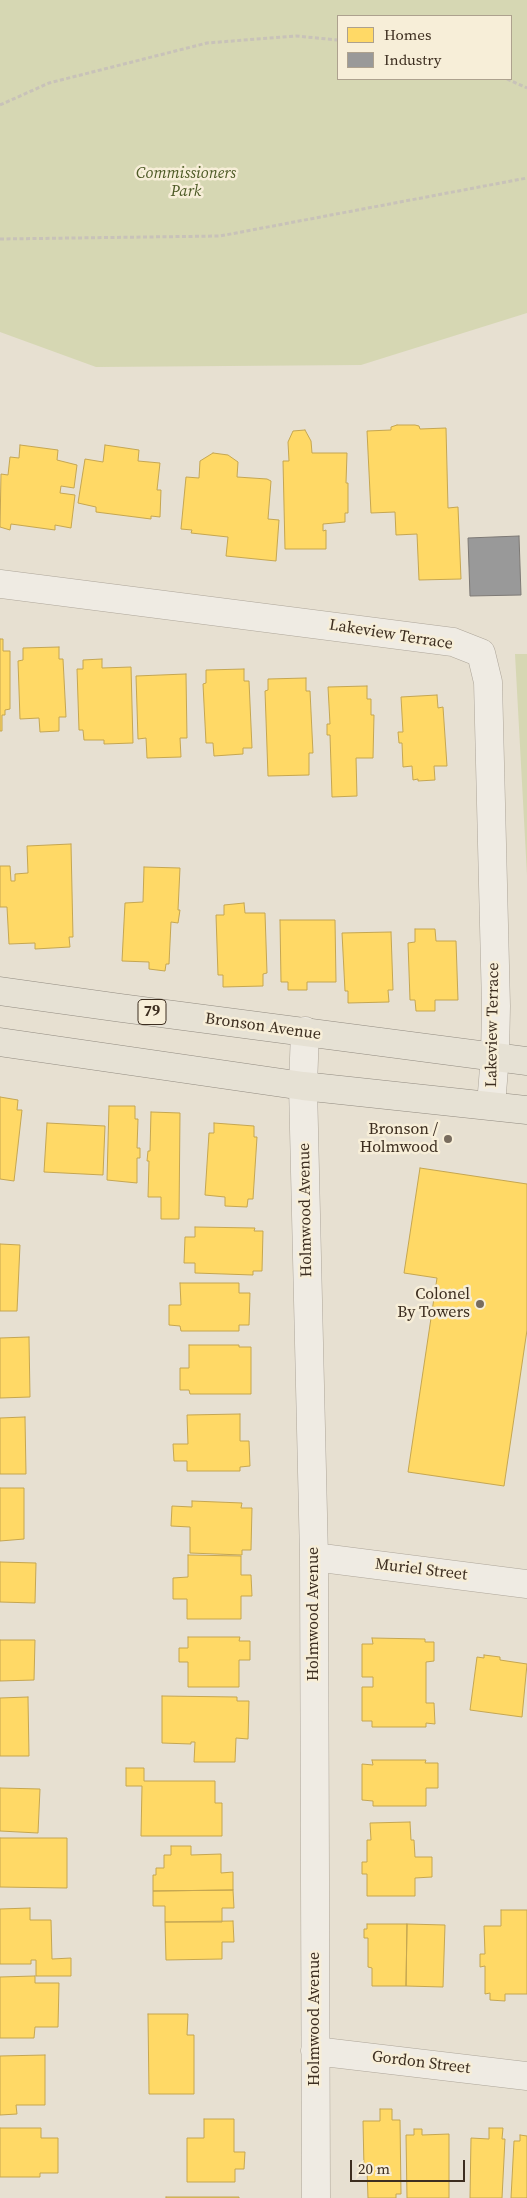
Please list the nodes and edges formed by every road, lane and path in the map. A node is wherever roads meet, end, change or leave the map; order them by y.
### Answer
1 (337, 40) edge
2 (510, 80) edge
3 (527, 88) edge
4 (0, 104) edge
5 (527, 178) edge
6 (0, 239) edge
7 (0, 584) edge
8 (0, 990) edge
9 (304, 1031) junction
10 (0, 1042) edge
11 (495, 1056) junction
12 (527, 1061) edge
13 (303, 1086) junction
14 (491, 1105) junction
15 (527, 1110) edge
16 (314, 1557) junction
17 (527, 1584) edge
18 (315, 2051) junction
19 (527, 2076) edge
20 (316, 2198) edge

1 - 4 path
2 - 3 path
5 - 6 path
7 - 11 street, Lakeview Terrace
8 - 9 main road, Bronson Avenue / 79
9 - 11 main road, Bronson Avenue / 79
9 - 13 street, Holmwood Avenue
10 - 13 main road
11 - 12 main road, Bronson Avenue / 79
11 - 14 street, Lakeview Terrace
13 - 14 main road
13 - 16 street, Holmwood Avenue
14 - 15 main road
16 - 17 street, Muriel Street
16 - 18 street, Holmwood Avenue
18 - 19 street, Gordon Street
18 - 20 street, Holmwood Avenue

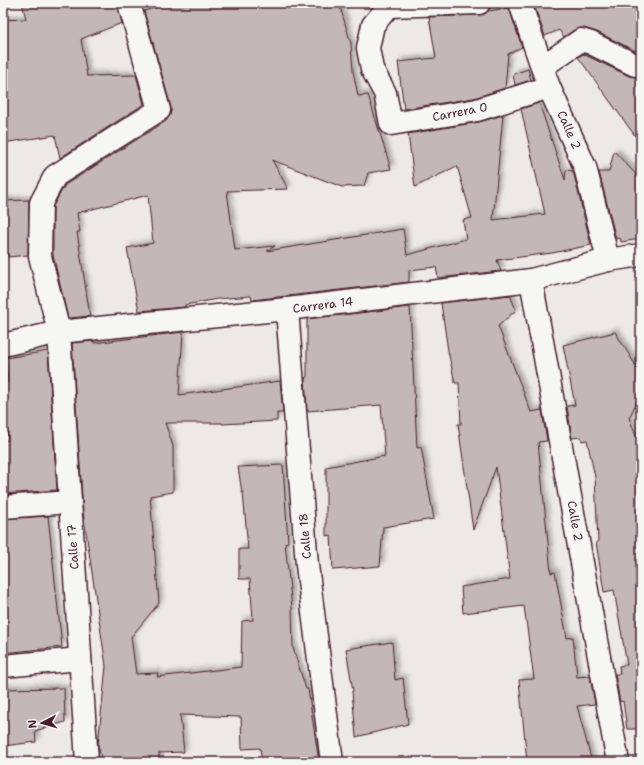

#####

**Task**
All records above are to be printed exactly, minus the pictures they contain.

**Solution**
Please list the nodes and edges formed by every road, lane and path in the map. A node is wherever roads meet, end, change or leave the map; order them by y.
### Answer
1 (337, 40) edge
2 (510, 80) edge
3 (527, 88) edge
4 (0, 104) edge
5 (527, 178) edge
6 (0, 239) edge
7 (0, 584) edge
8 (0, 990) edge
9 (304, 1031) junction
10 (0, 1042) edge
11 (495, 1056) junction
12 (527, 1061) edge
13 (303, 1086) junction
14 (491, 1105) junction
15 (527, 1110) edge
16 (314, 1557) junction
17 (527, 1584) edge
18 (315, 2051) junction
19 (527, 2076) edge
20 (316, 2198) edge

1 - 4 path
2 - 3 path
5 - 6 path
7 - 11 street, Lakeview Terrace
8 - 9 main road, Bronson Avenue / 79
9 - 11 main road, Bronson Avenue / 79
9 - 13 street, Holmwood Avenue
10 - 13 main road
11 - 12 main road, Bronson Avenue / 79
11 - 14 street, Lakeview Terrace
13 - 14 main road
13 - 16 street, Holmwood Avenue
14 - 15 main road
16 - 17 street, Muriel Street
16 - 18 street, Holmwood Avenue
18 - 19 street, Gordon Street
18 - 20 street, Holmwood Avenue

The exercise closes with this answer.